A recent article published in InformationWeek brings to light a seldom-discussed problem with SOA: the question of how you integrate data across services.
To be honest, I found it a bit confusing - not just the article, but the solution offered, which seems to fly in the face of SOA's high-level, re-use philosophy.
The gist of the problem seems to be that SOA blurs the distinction between data and applications. Suddenly, it's not so easy to tell when you're passing along something that's actual data or something that's application logic.
But the water really gets muddied by the two types of solutions used to "solve" this problem. The first solution is to use a library of adapters. What confuses me about this is it really looks like you're right back at enterprise application integration, with a little bit of code for every single thing that needs to be tied together.
In fact, the adapter approach grew out of EAI, according to the InformationWeek article. The adapter model is offered by iWay, Software AG and others, but the article focuses iWay as an example.
Essentially, these adapters - and there are 300 in iWay's library - connect applications to data sources or other apps. It's apparently fast - in only six months, fragrance and personal care products company Coty had managed to integrate its customer systems with another cosmetics business's customer systems.
But isn't this approach antithetical to the whole philosophy of SOA?

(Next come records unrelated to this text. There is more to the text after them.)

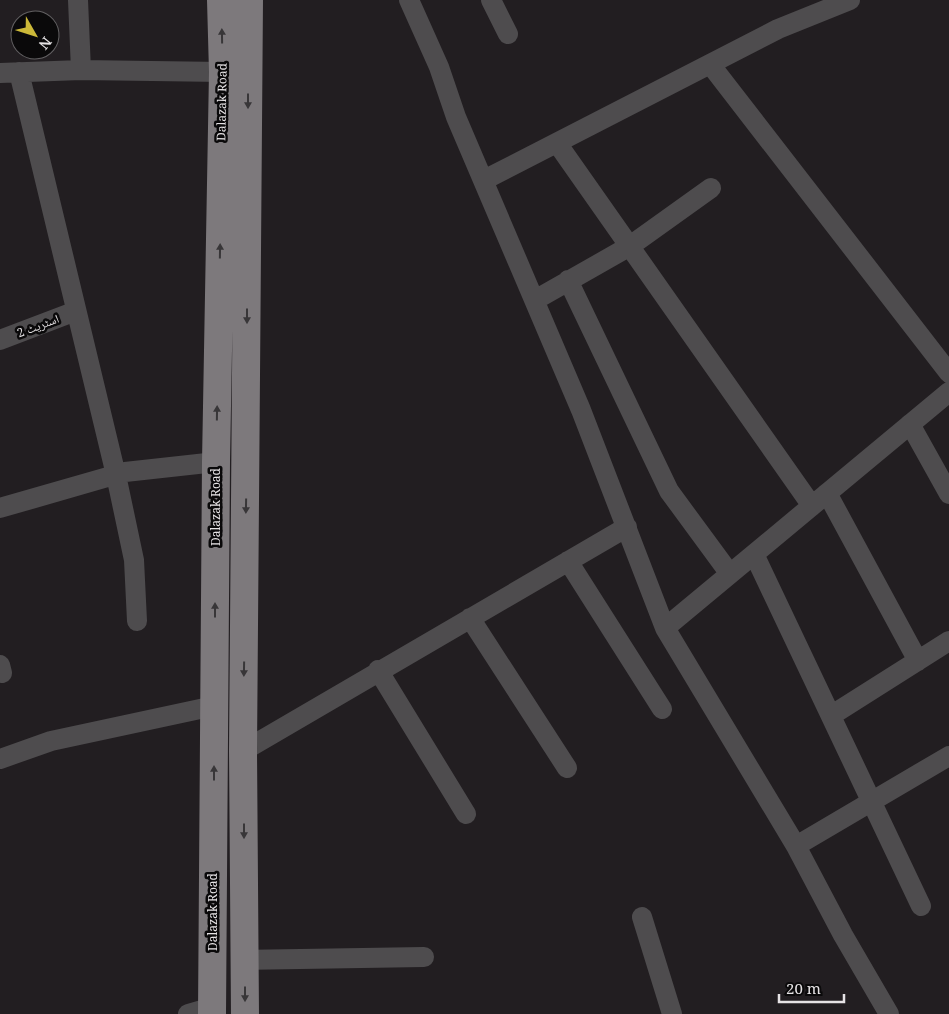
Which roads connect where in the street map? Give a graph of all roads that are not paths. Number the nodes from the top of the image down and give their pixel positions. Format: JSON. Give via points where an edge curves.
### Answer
{"nodes":[{"id":1,"x":78,"y":0,"type":"edge"},
{"id":2,"x":221,"y":0,"type":"edge"},
{"id":3,"x":249,"y":0,"type":"edge"},
{"id":4,"x":409,"y":0,"type":"edge"},
{"id":5,"x":491,"y":0,"type":"edge"},
{"id":6,"x":850,"y":0,"type":"edge"},
{"id":7,"x":508,"y":34,"type":"dead end"},
{"id":8,"x":710,"y":64,"type":"junction"},
{"id":9,"x":81,"y":70,"type":"junction"},
{"id":10,"x":9,"y":72,"type":"edge"},
{"id":11,"x":223,"y":72,"type":"junction"},
{"id":12,"x":557,"y":143,"type":"junction"},
{"id":13,"x":484,"y":180,"type":"junction"},
{"id":14,"x":711,"y":188,"type":"dead end"},
{"id":15,"x":630,"y":246,"type":"junction"},
{"id":16,"x":568,"y":280,"type":"junction"},
{"id":17,"x":535,"y":300,"type":"junction"},
{"id":18,"x":76,"y":311,"type":"junction"},
{"id":19,"x":0,"y":340,"type":"edge"},
{"id":20,"x":949,"y":373,"type":"edge"},
{"id":21,"x":949,"y":392,"type":"edge"},
{"id":22,"x":910,"y":424,"type":"junction"},
{"id":23,"x":246,"y":458,"type":"junction"},
{"id":24,"x":216,"y":462,"type":"junction"},
{"id":25,"x":116,"y":475,"type":"junction"},
{"id":26,"x":827,"y":493,"type":"junction"},
{"id":27,"x":949,"y":494,"type":"edge"},
{"id":28,"x":812,"y":506,"type":"junction"},
{"id":29,"x":0,"y":508,"type":"edge"},
{"id":30,"x":626,"y":527,"type":"junction"},
{"id":31,"x":754,"y":554,"type":"junction"},
{"id":32,"x":568,"y":561,"type":"junction"},
{"id":33,"x":730,"y":574,"type":"junction"},
{"id":34,"x":470,"y":618,"type":"junction"},
{"id":35,"x":137,"y":621,"type":"dead end"},
{"id":36,"x":665,"y":628,"type":"junction"},
{"id":37,"x":949,"y":641,"type":"edge"},
{"id":38,"x":918,"y":661,"type":"junction"},
{"id":39,"x":378,"y":670,"type":"junction"},
{"id":40,"x":214,"y":706,"type":"junction"},
{"id":41,"x":662,"y":709,"type":"dead end"},
{"id":42,"x":832,"y":716,"type":"junction"},
{"id":43,"x":243,"y":751,"type":"junction"},
{"id":44,"x":949,"y":756,"type":"edge"},
{"id":45,"x":0,"y":759,"type":"edge"},
{"id":46,"x":567,"y":768,"type":"dead end"},
{"id":47,"x":872,"y":802,"type":"junction"},
{"id":48,"x":466,"y":814,"type":"dead end"},
{"id":49,"x":796,"y":846,"type":"junction"},
{"id":50,"x":921,"y":906,"type":"dead end"},
{"id":51,"x":642,"y":917,"type":"dead end"},
{"id":52,"x":424,"y":957,"type":"dead end"},
{"id":53,"x":244,"y":960,"type":"junction"},
{"id":54,"x":204,"y":1012,"type":"edge"},
{"id":55,"x":245,"y":1014,"type":"edge"},
{"id":56,"x":672,"y":1014,"type":"edge"},
{"id":57,"x":889,"y":1014,"type":"edge"}],
"edges":[{"from":1,"to":9,"type":"street"},
{"from":11,"to":2,"type":"main road","name":"Dalazak Road","one_way":true},
{"from":3,"to":23,"type":"main road","one_way":true},
{"from":4,"to":13,"type":"street"},
{"from":5,"to":7,"type":"street"},
{"from":6,"to":8,"type":"street","via":[[778,29]]},
{"from":8,"to":12,"type":"street"},
{"from":8,"to":20,"type":"street"},
{"from":9,"to":10,"type":"street"},
{"from":9,"to":11,"type":"street"},
{"from":10,"to":18,"type":"street"},
{"from":24,"to":11,"type":"main road","name":"Dalazak Road","one_way":true},
{"from":12,"to":13,"type":"street"},
{"from":12,"to":15,"type":"street"},
{"from":13,"to":17,"type":"street"},
{"from":14,"to":15,"type":"street"},
{"from":15,"to":16,"type":"street"},
{"from":15,"to":28,"type":"street"},
{"from":16,"to":17,"type":"street"},
{"from":16,"to":33,"type":"street","via":[[669,491]]},
{"from":17,"to":30,"type":"street"},
{"from":18,"to":19,"type":"street","name":"اسٹریٹ 2"},
{"from":18,"to":25,"type":"street"},
{"from":21,"to":22,"type":"street"},
{"from":22,"to":26,"type":"street"},
{"from":22,"to":27,"type":"street"},
{"from":23,"to":24,"type":"main road"},
{"from":23,"to":43,"type":"main road","one_way":true},
{"from":24,"to":25,"type":"street"},
{"from":40,"to":24,"type":"main road","name":"Dalazak Road","one_way":true},
{"from":25,"to":29,"type":"street"},
{"from":25,"to":35,"type":"street","via":[[134,560]]},
{"from":26,"to":28,"type":"street"},
{"from":26,"to":38,"type":"street"},
{"from":28,"to":31,"type":"street"},
{"from":30,"to":32,"type":"street"},
{"from":30,"to":36,"type":"street"},
{"from":31,"to":33,"type":"street"},
{"from":31,"to":42,"type":"street"},
{"from":32,"to":34,"type":"street"},
{"from":32,"to":41,"type":"street"},
{"from":33,"to":36,"type":"street"},
{"from":34,"to":39,"type":"street"},
{"from":34,"to":46,"type":"street"},
{"from":36,"to":49,"type":"street"},
{"from":37,"to":38,"type":"street"},
{"from":38,"to":42,"type":"street"},
{"from":39,"to":43,"type":"street"},
{"from":39,"to":48,"type":"street"},
{"from":40,"to":45,"type":"street","via":[[51,741]]},
{"from":54,"to":40,"type":"main road","name":"Dalazak Road","one_way":true},
{"from":42,"to":47,"type":"street"},
{"from":43,"to":53,"type":"main road","one_way":true},
{"from":44,"to":47,"type":"street"},
{"from":47,"to":49,"type":"street"},
{"from":47,"to":50,"type":"street"},
{"from":49,"to":57,"type":"street"},
{"from":51,"to":56,"type":"street"},
{"from":52,"to":53,"type":"street"},
{"from":53,"to":55,"type":"main road","one_way":true}]}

Critics note that this adapter library approach does not create data that can be consumed across all services.
The alternative to this approach is to separate data presentation from the actual data and its retrieval. You can achieve this with open source or proprietary solutions, which usually means some sort of Web services standard to transform and transport the data.
This section of the article ties back in to the type of solutions normally mentioned when you talk about SOA and data integration. The article doesn't delve too deeply into the problems with this approach, except to say it's much slower. But you probably already know what stinkers Web services standards can be.